Star Trek: Voyager
Air date: 1/23/1995
Teleplay by Brannon Braga
Story by Jim Trombetta
Directed by Kim Friedman
Review by Jamahl Epsicokhan
"I'm not just a doctor. I've been designed with the information from 2,000 medical reference sources and the experience of 47 individual medical officers. I am the embodiment of modern medicine." — Doctor
On their way home from the Delta Quadrant at maximum warp, a journey that will take them some 75 years, the crew of the Voyager encounters its first adventure—becoming caught in a temporal singularity while trying to rescue a trapped ship. The trapped ship turns out to be a temporal reflection of the Voyager itself.
The technobabble-laden plot involving this singularity is something the Next Generation writers would probably only deliver if they were desperate for a story. Considering the Voyager is out in the middle of completely unknown territory with infinite possibilities of adventure and discovery, seeing a plot like this on the second episode is a letdown.
Fortunately, "Parallax" serves its purpose as the series' first one-hour episode by developing the characters in the genuine Trek style. Unlike the pilot, this one picks a few characters and works with them, rather than spreading it around so much. This makes an easier dramatic line to follow, as the story concentrates on just a couple of people, rather than trying to attack the whole ensemble.
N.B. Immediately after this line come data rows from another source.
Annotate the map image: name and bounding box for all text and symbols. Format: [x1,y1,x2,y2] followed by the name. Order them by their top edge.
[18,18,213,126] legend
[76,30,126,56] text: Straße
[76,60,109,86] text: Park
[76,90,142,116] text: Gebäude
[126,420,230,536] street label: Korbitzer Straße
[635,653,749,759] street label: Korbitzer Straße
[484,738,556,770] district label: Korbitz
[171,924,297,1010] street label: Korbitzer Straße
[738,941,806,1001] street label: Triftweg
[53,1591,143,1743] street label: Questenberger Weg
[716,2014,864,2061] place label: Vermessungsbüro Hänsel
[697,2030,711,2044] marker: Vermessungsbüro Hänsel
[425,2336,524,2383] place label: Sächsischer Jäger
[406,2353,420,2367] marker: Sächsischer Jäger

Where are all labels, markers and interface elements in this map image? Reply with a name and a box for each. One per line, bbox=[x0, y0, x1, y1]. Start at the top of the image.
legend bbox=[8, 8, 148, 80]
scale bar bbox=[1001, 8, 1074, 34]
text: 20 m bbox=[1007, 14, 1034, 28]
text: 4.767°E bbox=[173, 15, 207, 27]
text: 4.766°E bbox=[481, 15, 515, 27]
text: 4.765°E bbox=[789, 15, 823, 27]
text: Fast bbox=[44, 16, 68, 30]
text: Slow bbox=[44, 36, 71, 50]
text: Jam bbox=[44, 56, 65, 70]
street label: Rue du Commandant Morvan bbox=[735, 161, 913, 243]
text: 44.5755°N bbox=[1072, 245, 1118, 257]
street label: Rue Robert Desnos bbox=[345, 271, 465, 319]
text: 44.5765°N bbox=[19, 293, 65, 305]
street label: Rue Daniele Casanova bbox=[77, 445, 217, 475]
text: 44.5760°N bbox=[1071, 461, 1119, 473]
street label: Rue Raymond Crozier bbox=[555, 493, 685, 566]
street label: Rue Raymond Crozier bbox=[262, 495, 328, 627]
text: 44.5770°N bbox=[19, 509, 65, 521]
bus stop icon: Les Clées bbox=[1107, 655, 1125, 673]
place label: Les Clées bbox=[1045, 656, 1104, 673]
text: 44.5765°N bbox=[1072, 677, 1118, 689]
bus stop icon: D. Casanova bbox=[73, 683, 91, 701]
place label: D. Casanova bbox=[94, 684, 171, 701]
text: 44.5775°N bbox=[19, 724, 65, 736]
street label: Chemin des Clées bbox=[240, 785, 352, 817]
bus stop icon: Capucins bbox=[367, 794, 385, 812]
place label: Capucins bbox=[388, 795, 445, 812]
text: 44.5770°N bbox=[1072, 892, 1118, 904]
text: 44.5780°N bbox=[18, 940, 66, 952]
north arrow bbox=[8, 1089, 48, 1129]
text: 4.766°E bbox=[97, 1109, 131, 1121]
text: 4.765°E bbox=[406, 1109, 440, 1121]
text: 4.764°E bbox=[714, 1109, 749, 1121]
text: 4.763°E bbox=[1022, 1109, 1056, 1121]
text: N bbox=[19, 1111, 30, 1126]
The episode opens with an amusing teaser in which senior engineer Carey (Josh Clark) reports to sickbay with a broken nose after getting into a fight with hot-headed former Maquis B'Elanna Torres. This stresses what will hopefully be a conflict in the series for a while—the uneasy tension between the Starfleet officers and the Maquis. Tuvok wants to put Torres in the brig over the matter. Meanwhile, exaggerations of the incident lead some of the less conservative Maquis to come to Chakotay and tell him they will support him in a mutiny to take over the ship. (He refuses, of course, and tells them they will be in big trouble if they even think about it again.)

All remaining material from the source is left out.